━━━ Supplied material ━━━

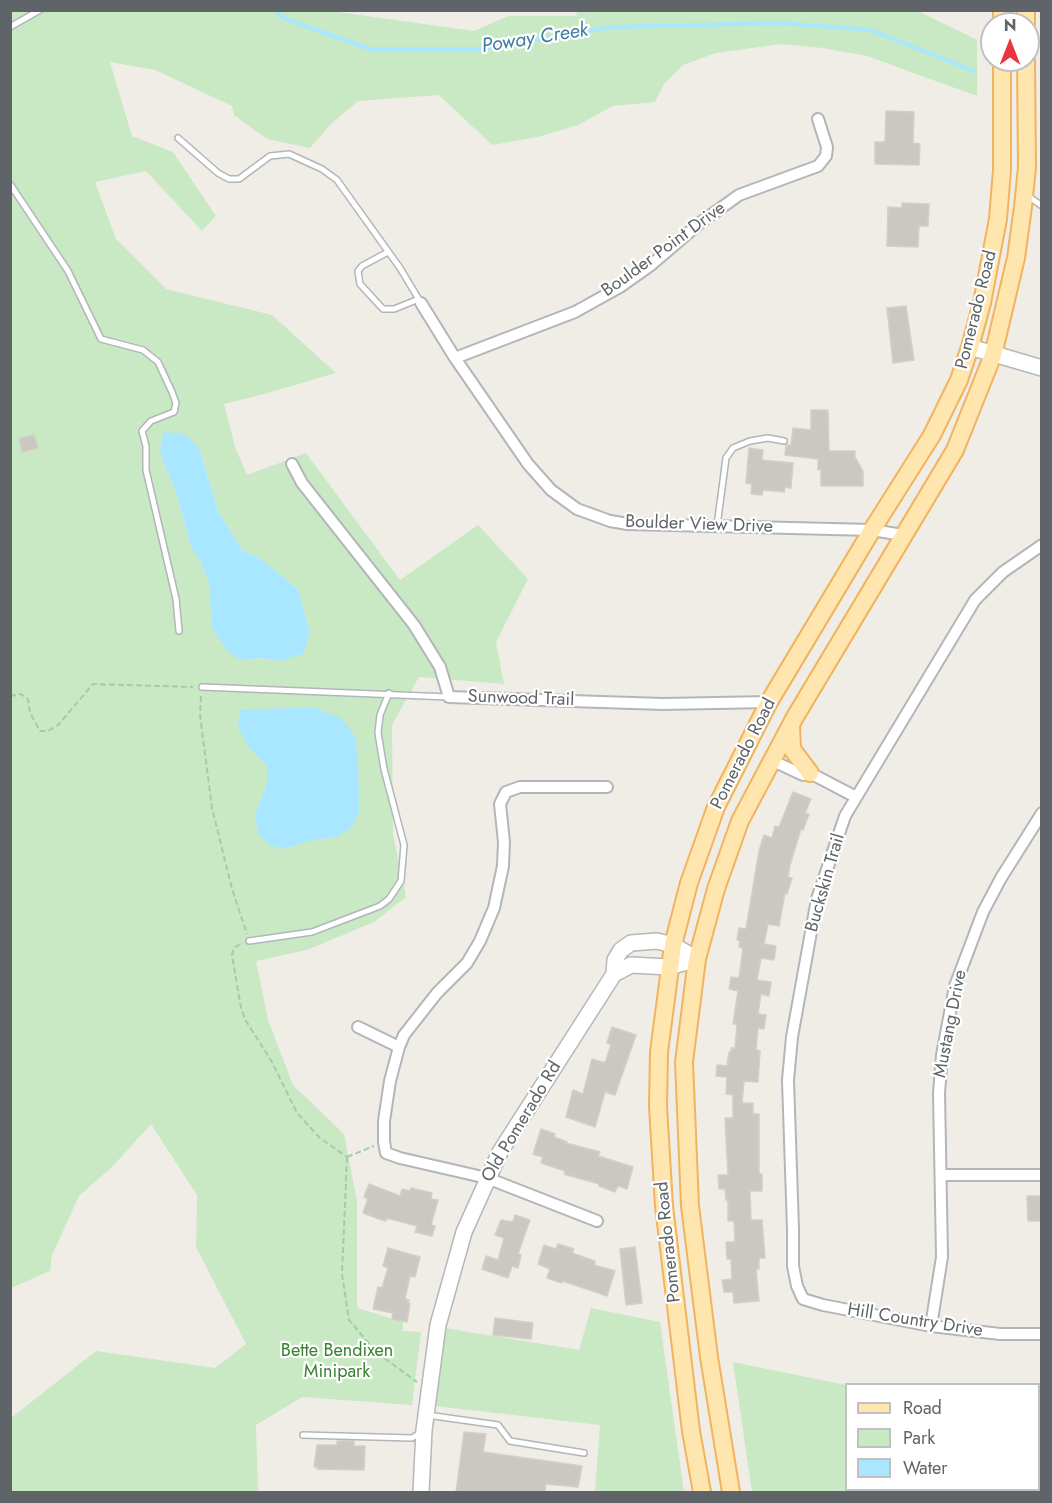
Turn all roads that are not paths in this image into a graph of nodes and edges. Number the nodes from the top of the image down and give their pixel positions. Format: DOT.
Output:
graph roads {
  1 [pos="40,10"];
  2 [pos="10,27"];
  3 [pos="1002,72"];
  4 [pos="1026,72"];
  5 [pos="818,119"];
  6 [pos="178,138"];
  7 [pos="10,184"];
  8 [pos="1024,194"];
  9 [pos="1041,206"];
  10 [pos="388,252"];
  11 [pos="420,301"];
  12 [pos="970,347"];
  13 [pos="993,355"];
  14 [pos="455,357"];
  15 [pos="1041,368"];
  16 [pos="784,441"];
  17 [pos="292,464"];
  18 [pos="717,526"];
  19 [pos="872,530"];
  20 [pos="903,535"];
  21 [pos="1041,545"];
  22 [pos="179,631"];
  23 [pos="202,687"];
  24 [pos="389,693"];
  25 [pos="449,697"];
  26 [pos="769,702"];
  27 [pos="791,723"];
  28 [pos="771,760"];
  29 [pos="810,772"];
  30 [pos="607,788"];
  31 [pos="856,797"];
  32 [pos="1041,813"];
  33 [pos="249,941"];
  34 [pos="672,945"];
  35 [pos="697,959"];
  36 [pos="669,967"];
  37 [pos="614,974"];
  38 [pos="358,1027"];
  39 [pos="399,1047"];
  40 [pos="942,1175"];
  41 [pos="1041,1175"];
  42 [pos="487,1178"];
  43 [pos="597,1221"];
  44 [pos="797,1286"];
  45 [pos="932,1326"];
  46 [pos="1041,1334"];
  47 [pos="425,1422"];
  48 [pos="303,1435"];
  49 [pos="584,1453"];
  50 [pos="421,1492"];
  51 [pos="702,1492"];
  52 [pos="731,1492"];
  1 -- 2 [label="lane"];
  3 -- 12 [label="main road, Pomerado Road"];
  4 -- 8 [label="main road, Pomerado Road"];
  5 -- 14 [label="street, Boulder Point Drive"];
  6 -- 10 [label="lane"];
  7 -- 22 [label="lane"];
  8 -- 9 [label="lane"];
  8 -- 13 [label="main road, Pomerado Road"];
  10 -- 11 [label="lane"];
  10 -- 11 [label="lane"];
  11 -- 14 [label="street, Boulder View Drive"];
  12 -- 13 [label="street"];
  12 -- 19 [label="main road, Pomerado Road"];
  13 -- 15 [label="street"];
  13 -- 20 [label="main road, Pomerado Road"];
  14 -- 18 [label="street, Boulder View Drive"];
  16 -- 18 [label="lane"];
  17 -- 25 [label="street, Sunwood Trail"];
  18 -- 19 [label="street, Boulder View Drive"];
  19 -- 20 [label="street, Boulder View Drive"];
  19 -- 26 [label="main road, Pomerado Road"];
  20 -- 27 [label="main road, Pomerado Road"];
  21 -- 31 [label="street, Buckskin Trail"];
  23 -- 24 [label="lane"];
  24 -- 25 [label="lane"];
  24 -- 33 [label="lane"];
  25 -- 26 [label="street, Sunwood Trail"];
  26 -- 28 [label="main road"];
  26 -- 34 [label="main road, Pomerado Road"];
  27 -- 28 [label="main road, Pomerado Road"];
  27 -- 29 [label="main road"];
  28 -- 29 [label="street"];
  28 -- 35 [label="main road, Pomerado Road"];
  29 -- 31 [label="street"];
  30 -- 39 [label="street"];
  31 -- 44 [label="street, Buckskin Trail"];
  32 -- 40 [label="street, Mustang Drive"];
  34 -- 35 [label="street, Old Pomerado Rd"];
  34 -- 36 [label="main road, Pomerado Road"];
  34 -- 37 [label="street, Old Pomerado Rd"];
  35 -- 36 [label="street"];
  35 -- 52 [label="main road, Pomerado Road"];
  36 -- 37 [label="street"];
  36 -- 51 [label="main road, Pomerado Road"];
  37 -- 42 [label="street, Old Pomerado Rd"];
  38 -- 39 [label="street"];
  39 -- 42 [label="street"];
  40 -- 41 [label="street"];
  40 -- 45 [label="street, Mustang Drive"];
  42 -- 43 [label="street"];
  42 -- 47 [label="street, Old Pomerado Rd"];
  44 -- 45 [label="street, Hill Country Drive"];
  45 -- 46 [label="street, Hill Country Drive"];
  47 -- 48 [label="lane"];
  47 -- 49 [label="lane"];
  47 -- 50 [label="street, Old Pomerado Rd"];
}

━━━

## Prompt
Without the images, write out all of the records exactly.

## Output
Turn all roads that are not paths in this image into a graph of nodes and edges. Number the nodes from the top of the image down and give their pixel positions. Format: DOT.
Output:
graph roads {
  1 [pos="40,10"];
  2 [pos="10,27"];
  3 [pos="1002,72"];
  4 [pos="1026,72"];
  5 [pos="818,119"];
  6 [pos="178,138"];
  7 [pos="10,184"];
  8 [pos="1024,194"];
  9 [pos="1041,206"];
  10 [pos="388,252"];
  11 [pos="420,301"];
  12 [pos="970,347"];
  13 [pos="993,355"];
  14 [pos="455,357"];
  15 [pos="1041,368"];
  16 [pos="784,441"];
  17 [pos="292,464"];
  18 [pos="717,526"];
  19 [pos="872,530"];
  20 [pos="903,535"];
  21 [pos="1041,545"];
  22 [pos="179,631"];
  23 [pos="202,687"];
  24 [pos="389,693"];
  25 [pos="449,697"];
  26 [pos="769,702"];
  27 [pos="791,723"];
  28 [pos="771,760"];
  29 [pos="810,772"];
  30 [pos="607,788"];
  31 [pos="856,797"];
  32 [pos="1041,813"];
  33 [pos="249,941"];
  34 [pos="672,945"];
  35 [pos="697,959"];
  36 [pos="669,967"];
  37 [pos="614,974"];
  38 [pos="358,1027"];
  39 [pos="399,1047"];
  40 [pos="942,1175"];
  41 [pos="1041,1175"];
  42 [pos="487,1178"];
  43 [pos="597,1221"];
  44 [pos="797,1286"];
  45 [pos="932,1326"];
  46 [pos="1041,1334"];
  47 [pos="425,1422"];
  48 [pos="303,1435"];
  49 [pos="584,1453"];
  50 [pos="421,1492"];
  51 [pos="702,1492"];
  52 [pos="731,1492"];
  1 -- 2 [label="lane"];
  3 -- 12 [label="main road, Pomerado Road"];
  4 -- 8 [label="main road, Pomerado Road"];
  5 -- 14 [label="street, Boulder Point Drive"];
  6 -- 10 [label="lane"];
  7 -- 22 [label="lane"];
  8 -- 9 [label="lane"];
  8 -- 13 [label="main road, Pomerado Road"];
  10 -- 11 [label="lane"];
  10 -- 11 [label="lane"];
  11 -- 14 [label="street, Boulder View Drive"];
  12 -- 13 [label="street"];
  12 -- 19 [label="main road, Pomerado Road"];
  13 -- 15 [label="street"];
  13 -- 20 [label="main road, Pomerado Road"];
  14 -- 18 [label="street, Boulder View Drive"];
  16 -- 18 [label="lane"];
  17 -- 25 [label="street, Sunwood Trail"];
  18 -- 19 [label="street, Boulder View Drive"];
  19 -- 20 [label="street, Boulder View Drive"];
  19 -- 26 [label="main road, Pomerado Road"];
  20 -- 27 [label="main road, Pomerado Road"];
  21 -- 31 [label="street, Buckskin Trail"];
  23 -- 24 [label="lane"];
  24 -- 25 [label="lane"];
  24 -- 33 [label="lane"];
  25 -- 26 [label="street, Sunwood Trail"];
  26 -- 28 [label="main road"];
  26 -- 34 [label="main road, Pomerado Road"];
  27 -- 28 [label="main road, Pomerado Road"];
  27 -- 29 [label="main road"];
  28 -- 29 [label="street"];
  28 -- 35 [label="main road, Pomerado Road"];
  29 -- 31 [label="street"];
  30 -- 39 [label="street"];
  31 -- 44 [label="street, Buckskin Trail"];
  32 -- 40 [label="street, Mustang Drive"];
  34 -- 35 [label="street, Old Pomerado Rd"];
  34 -- 36 [label="main road, Pomerado Road"];
  34 -- 37 [label="street, Old Pomerado Rd"];
  35 -- 36 [label="street"];
  35 -- 52 [label="main road, Pomerado Road"];
  36 -- 37 [label="street"];
  36 -- 51 [label="main road, Pomerado Road"];
  37 -- 42 [label="street, Old Pomerado Rd"];
  38 -- 39 [label="street"];
  39 -- 42 [label="street"];
  40 -- 41 [label="street"];
  40 -- 45 [label="street, Mustang Drive"];
  42 -- 43 [label="street"];
  42 -- 47 [label="street, Old Pomerado Rd"];
  44 -- 45 [label="street, Hill Country Drive"];
  45 -- 46 [label="street, Hill Country Drive"];
  47 -- 48 [label="lane"];
  47 -- 49 [label="lane"];
  47 -- 50 [label="street, Old Pomerado Rd"];
}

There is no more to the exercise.